* ABOUT THIS TASK *
Each entry in the block below needs to be copied out exactly.

(Stored data entries)
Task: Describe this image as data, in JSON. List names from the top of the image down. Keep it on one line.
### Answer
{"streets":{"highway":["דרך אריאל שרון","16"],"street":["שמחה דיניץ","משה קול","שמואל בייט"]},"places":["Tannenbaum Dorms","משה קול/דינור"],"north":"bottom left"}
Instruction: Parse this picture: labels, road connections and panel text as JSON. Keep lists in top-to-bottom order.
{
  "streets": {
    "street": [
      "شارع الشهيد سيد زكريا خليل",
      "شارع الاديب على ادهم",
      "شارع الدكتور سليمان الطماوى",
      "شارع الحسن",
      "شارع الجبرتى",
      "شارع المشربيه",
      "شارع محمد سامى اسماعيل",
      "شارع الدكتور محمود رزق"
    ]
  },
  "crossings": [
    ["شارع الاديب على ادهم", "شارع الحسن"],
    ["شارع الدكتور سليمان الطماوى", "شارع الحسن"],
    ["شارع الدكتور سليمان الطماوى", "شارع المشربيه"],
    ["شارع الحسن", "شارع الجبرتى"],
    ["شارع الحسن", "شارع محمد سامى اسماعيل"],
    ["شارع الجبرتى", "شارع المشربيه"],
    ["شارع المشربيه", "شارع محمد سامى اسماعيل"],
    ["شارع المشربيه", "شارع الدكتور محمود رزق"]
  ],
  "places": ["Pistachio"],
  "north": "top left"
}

* TASK OUTPUT *
Task: Describe this image as data, in JSON. List names from the top of the image down. Keep it on one line.
### Answer
{"streets":{"highway":["דרך אריאל שרון","16"],"street":["שמחה דיניץ","משה קול","שמואל בייט"]},"places":["Tannenbaum Dorms","משה קול/דינור"],"north":"bottom left"}
Instruction: Parse this picture: labels, road connections and panel text as JSON. Keep lists in top-to-bottom order.
{
  "streets": {
    "street": [
      "شارع الشهيد سيد زكريا خليل",
      "شارع الاديب على ادهم",
      "شارع الدكتور سليمان الطماوى",
      "شارع الحسن",
      "شارع الجبرتى",
      "شارع المشربيه",
      "شارع محمد سامى اسماعيل",
      "شارع الدكتور محمود رزق"
    ]
  },
  "crossings": [
    ["شارع الاديب على ادهم", "شارع الحسن"],
    ["شارع الدكتور سليمان الطماوى", "شارع الحسن"],
    ["شارع الدكتور سليمان الطماوى", "شارع المشربيه"],
    ["شارع الحسن", "شارع الجبرتى"],
    ["شارع الحسن", "شارع محمد سامى اسماعيل"],
    ["شارع الجبرتى", "شارع المشربيه"],
    ["شارع المشربيه", "شارع محمد سامى اسماعيل"],
    ["شارع المشربيه", "شارع الدكتور محمود رزق"]
  ],
  "places": ["Pistachio"],
  "north": "top left"
}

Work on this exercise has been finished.